Following the original PoPS publication, we prioritized genes that met both of the following criteria: (1) had the top PoPS value in a given locus and (2) were the nearest gene to the corresponding GWAS signal based on the posterior inclusion probability (PIP)-weighted average position of credible set variants (the smallest set of variants expected to contain the causal variant with 95% probability). We also prioritized genes that had PIP>50% for non-synonymous credible set variants affecting the gene. We used non-synonymous variants from the “baseline-LF 2.2.UKB model” (80,693 variants)88. If a locus contained multiple prioritized genes, we only included the gene that was prioritized due to non-synonymous credible set variants.

Comparison with previous PD gene prioritization efforts

We compared our prioritized genes with those highlighted in two previous studies: L2G20 and Yu202421. Both studies trained XGBoost models to predict the probability that a given gene is causal in a given GWAS locus, and have been applied to the EUR PD GWAS data. We downloaded results for the L2G study20 from the Open Targets Genetics website (https://genetics.opentargets.org/Study/GCST009325/). We extracted results for the Yu202421 study from Supplementary Table 2. Although there only appears to be one GWAS hit near the FCGR2A gene in the EUR dataset13, Yu202421 causal probabilities in this locus sum to over 2500%. We therefore subsetted to genes that Yu2024 designated as being in the top three per locus.
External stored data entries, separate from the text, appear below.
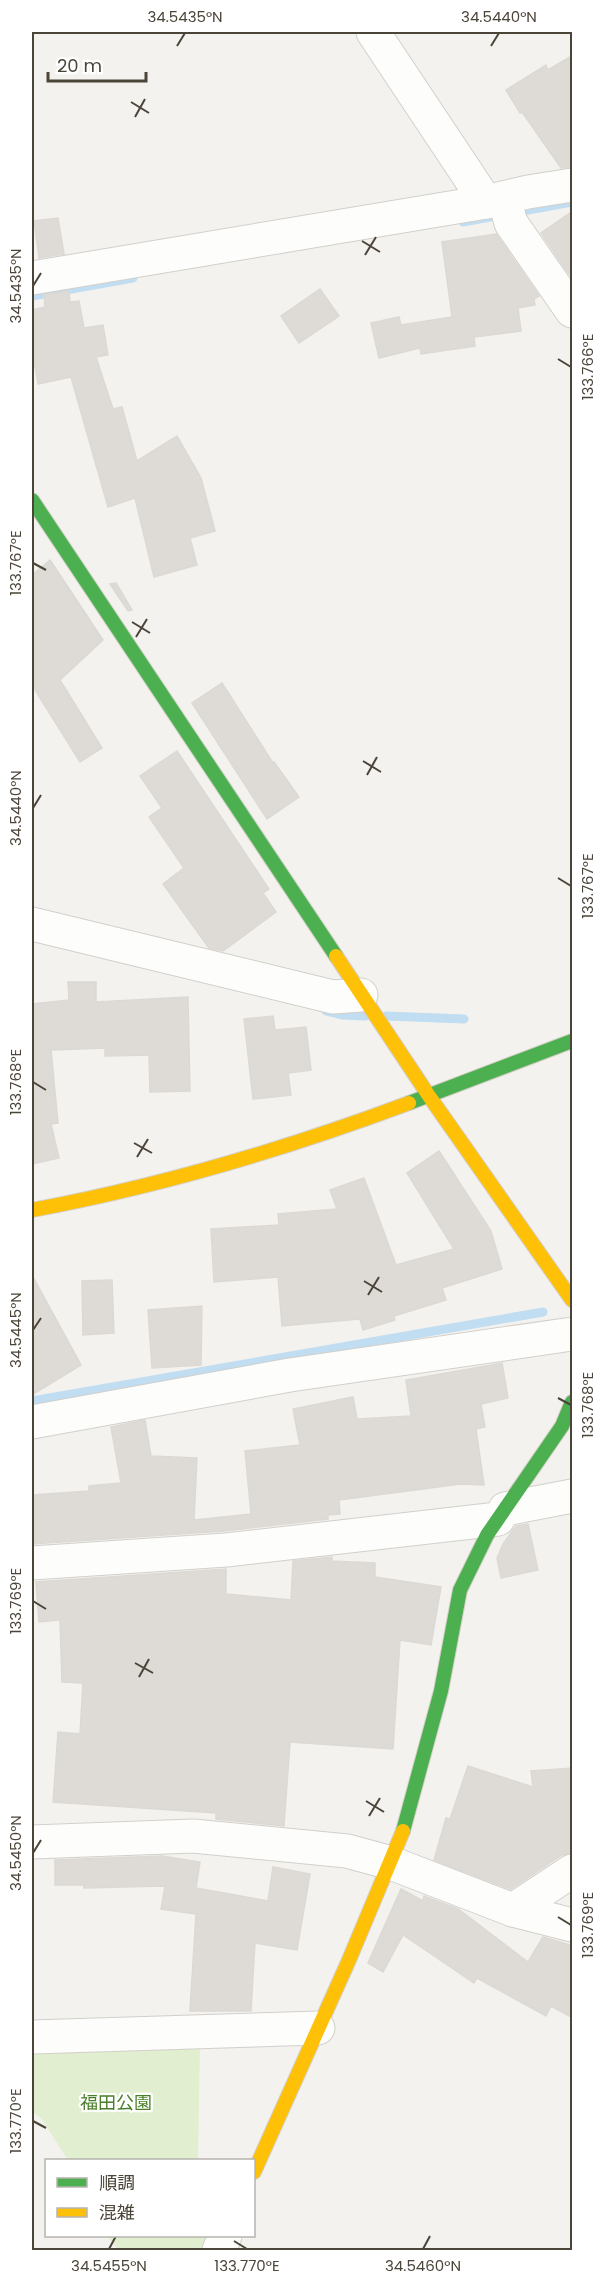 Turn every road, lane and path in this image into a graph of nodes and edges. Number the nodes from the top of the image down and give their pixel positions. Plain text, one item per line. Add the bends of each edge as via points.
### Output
1 (373, 32) edge
2 (573, 184) edge
3 (502, 208) junction
4 (32, 278) edge
5 (573, 311) edge
6 (32, 500) edge
7 (32, 924) edge
8 (364, 1000) junction
9 (573, 1041) edge
10 (429, 1096) junction
11 (32, 1210) edge
12 (573, 1300) edge
13 (573, 1334) edge
14 (573, 1402) edge
15 (32, 1422) edge
16 (573, 1496) edge
17 (502, 1514) junction
18 (32, 1563) edge
19 (32, 1842) edge
20 (391, 1863) junction
21 (573, 1871) edge
22 (513, 1910) junction
23 (573, 1925) edge
24 (318, 2028) junction
25 (32, 2037) edge
26 (255, 2170) edge

1 - 3 street
2 - 3 street via 528,192
3 - 4 street
3 - 5 street
6 - 8 street
7 - 8 street via 333,997
8 - 10 street
9 - 10 street
10 - 11 street via 267,1154 86,1201
10 - 12 street
13 - 15 street via 290,1375
14 - 17 street via 562,1426
16 - 17 street
17 - 18 street via 226,1550
17 - 20 street via 460,1590 441,1691 407,1820
19 - 20 street via 193,1836 347,1851
20 - 22 street
20 - 24 street
21 - 22 street
22 - 23 street
24 - 25 street
24 - 26 street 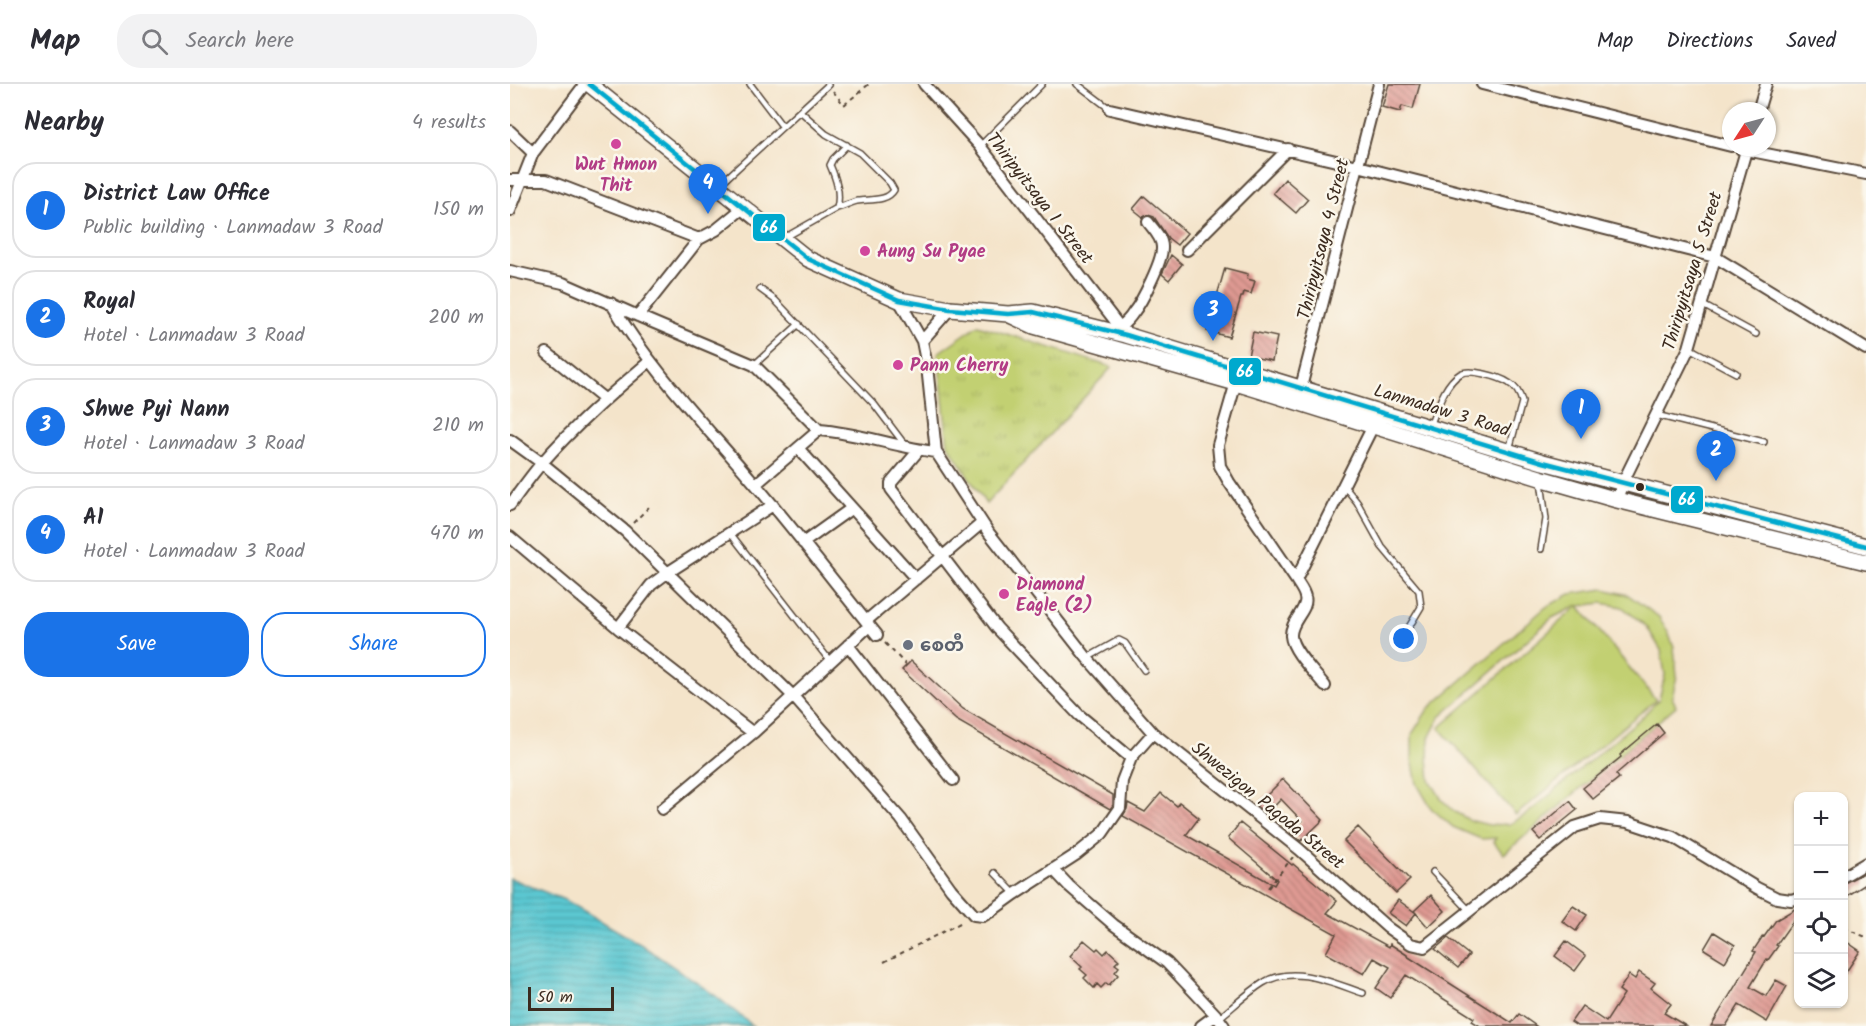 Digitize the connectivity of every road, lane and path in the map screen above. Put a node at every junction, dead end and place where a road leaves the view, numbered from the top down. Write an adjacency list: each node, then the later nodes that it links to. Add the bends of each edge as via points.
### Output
1 (587, 84): 20 (street); 27 (main road, Lanmadaw 3 Road)
2 (750, 84): 14 (lane)
3 (869, 84): 10 (path, via 844,105)
4 (924, 84): 18 (street, Thiripyitsaya 1 Street)
5 (1042, 84): 18 (lane)
6 (1077, 84): 12 (lane)
7 (1378, 84): 23 (street, Thiripyitsaya 4 Street)
8 (1482, 84): 16 (street)
9 (1767, 84): 11 (street)
10 (828, 85): 13 (lane)
11 (1761, 102)
12 (1110, 109): 19 (street)
13 (800, 111): 14 (lane); 17 (lane, via 826,134)
14 (782, 126): 27 (lane)
15 (510, 131): 20 (street)
16 (1722, 144)
17 (847, 145): 29 (lane, via 830,165 840,198); 29 (lane, via 860,153 894,190 885,198)
18 (980, 146): 45 (street, Thiripyitsaya 1 Street)
19 (1288, 150): 23 (street); 34 (street)
20 (533, 153): 26 (street)
21 (1776, 154): 24 (street)
22 (1745, 156): 35 (street, Thiripyitsaya 5 Street)
23 (1358, 166): 35 (street); 55 (street, Thiripyitsaya 4 Street)
24 (1866, 174)
25 (510, 180): 26 (street)
26 (524, 180): 30 (street); 33 (street, via 546,180)
27 (717, 187): 28 (main road, Lanmadaw 3 Road)
28 (743, 208): 32 (main road, Lanmadaw 3 Road); 33 (street)
29 (837, 208): 32 (lane)
30 (510, 212)
31 (1148, 222): 45 (street, via 1163,248)
32 (782, 239): 38 (main road, Lanmadaw 3 Road, via 808,259)
33 (699, 240): 43 (street)
34 (1187, 250)
35 (1715, 257): 40 (street, Thiripyitsaya 5 Street); 49 (street)
36 (510, 271): 39 (street, via 563,283)
37 (760, 289): 44 (lane)
38 (899, 300): 41 (main road, Lanmadaw 3 Road); 47 (street, Shwezigon Pagoda Street)
39 (611, 303): 43 (street); 51 (street)
40 (1701, 304): 46 (lane); 48 (street, Thiripyitsaya 5 Street)
41 (950, 309): 42 (main road, Lanmadaw 3 Road); 47 (street)
42 (1008, 314): 45 (main road, Lanmadaw 3 Road, via 1033,312); 54 (main road, Lanmadaw 3 Road, via 1034,326)
43 (638, 316): 52 (street)
44 (799, 324): 52 (lane); 64 (lane)
45 (1123, 331): 54 (main road, Lanmadaw 3 Road)
46 (1756, 334)
47 (922, 341): 66 (street, Shwezigon Pagoda Street)
48 (1689, 348): 53 (lane); 57 (street, Thiripyitsaya 5 Street)
49 (1866, 349)
50 (547, 353): 56 (street)
51 (650, 361): 56 (street); 71 (street)
52 (754, 365): 60 (street)
53 (1736, 373)
54 (1238, 376): 55 (main road, Lanmadaw 3 Road); 89 (street, via 1218,445 1220,466)
55 (1300, 395): 58 (main road, Lanmadaw 3 Road); 59 (main road, Lanmadaw 3 Road)
56 (604, 399): 68 (street)
57 (1656, 415): 62 (lane); 70 (street, Thiripyitsaya 5 Street)
58 (1373, 426): 69 (main road, Lanmadaw 3 Road); 72 (street)
59 (1430, 427): 65 (main road, Lanmadaw 3 Road); 65 (lane, via 1443,393 1460,374 1485,374 1509,382 1520,394 1522,402)
60 (819, 430): 63 (street); 64 (street)
61 (510, 440): 68 (street)
62 (1764, 442)
63 (798, 448): 71 (street); 77 (street)
64 (913, 449): 66 (street); 85 (street, via 891,489)
65 (1509, 451): 67 (main road, Lanmadaw 3 Road)
66 (936, 452): 78 (street, Shwezigon Pagoda Street)
67 (1543, 462): 69 (lane); 70 (main road, Lanmadaw 3 Road)
68 (542, 463): 74 (street); 79 (street)
69 (1540, 478): 73 (main road, Lanmadaw 3 Road); 84 (lane, via 1546,519)
70 (1623, 482): 73 (street, Thiripyitsaya 5 Street); 82 (main road, Lanmadaw 3 Road)
71 (756, 484): 75 (street)
72 (1344, 486): 89 (street); 93 (lane, via 1382,547 1419,591 1421,607)
73 (1617, 500): 86 (main road, Lanmadaw 3 Road)
74 (510, 505)
75 (773, 505): 80 (street); 83 (street)
76 (650, 506): 79 (path)
77 (852, 507): 83 (street); 88 (street)
78 (982, 523): 85 (street); 95 (street, Shwezigon Pagoda Street)
79 (625, 531): 87 (street)
80 (730, 533): 87 (street); 96 (lane)
81 (510, 537): 91 (street)
82 (1865, 542)
83 (803, 543): 90 (street)
84 (1541, 549)
85 (942, 557): 88 (street); 103 (street, via 997,628 1079,715)
86 (1866, 562)
87 (667, 573): 91 (street, via 651,585); 100 (street)
88 (916, 579): 90 (street)
89 (1296, 580): 99 (street, via 1305,604 1293,623 1292,642)
90 (868, 624): 92 (street); 94 (street)
91 (618, 628): 101 (street)
92 (877, 635): 97 (path)
93 (1403, 637)
94 (848, 645): 96 (street); 104 (street)
95 (1088, 658): 98 (lane, via 1119,640); 102 (street, Shwezigon Pagoda Street)
96 (830, 661): 100 (street)
97 (906, 665)
98 (1144, 670)
99 (1325, 686)
100 (792, 695): 101 (street); 116 (street, via 901,819)
101 (753, 733): 105 (street)
102 (1153, 733): 103 (street); 106 (street, Shwezigon Pagoda Street)
103 (1131, 758): 108 (street, via 1122,781 1120,808 1102,834)
104 (953, 780)
105 (662, 809)
106 (1299, 849): 112 (path); 115 (street, Shwezigon Pagoda Street, via 1411,944 1424,947)
107 (1866, 863): 111 (street)
108 (1053, 869): 113 (street); 121 (street, via 1114,925 1167,963)
109 (1433, 872): 115 (lane)
110 (995, 873): 113 (lane)
111 (1848, 874)
112 (1268, 888)
113 (1015, 894): 116 (street, via 983,916)
114 (1794, 899): 115 (street, Shwezigon Pagoda Street, via 1777,898 1757,888 1673,837 1628,822 1600,819 1575,827)
115 (1470, 911)
116 (974, 915): 119 (path)
117 (1848, 930): 118 (path)
118 (1866, 937)
119 (884, 962)
120 (1363, 993): 121 (lane, via 1318,978 1289,975 1264,982)
121 (1219, 1020): 122 (street)
122 (1202, 1026)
Drug repurposing and tractability

We determined whether our prioritized genes were targeted by approved or investigational drugs using GraphQL API queries of the Open Targets platform89, which in turn queries the EMBL-EBI ChEMBL database. For genes that were not targeted by approved or investigational drugs, we performed additional Open Targets API queries to extract evidence of drug tractability—the probability of identifying a small molecule drug that is able to bind and modulate a given target. We considered genes to encode proteins that may be druggable if they have been co-crystallized with a small molecule.

Literature review

We performed a PubMed search (https://pubmed.ncbi.nlm.nih.gov/) for each prioritized gene using the standardized search term: “GENE_NAME[Title/Abstract] AND parkinson[Title/Abstract]”. We excluded known monogenic or high risk genes: LRRK2 (OMIM: 607060), GBA1 (OMIM: 168600), SNCA (OMIM: 168601), and VPS13C (OMIM: 616840). We also excluded TMEM175, which has been experimentally confirmed as the causal gene in its locus. For each search that returned at least eight publications, we performed a more detailed literature review. We excluded genes with fewer than eight publications from further analyses. We screened the abstracts for evidence of a potential role of each gene in the pathogenesis of PD and information regarding the potential mechanism of action, thereby nominating it as a potential drug target. If required, an additional full-text review was performed.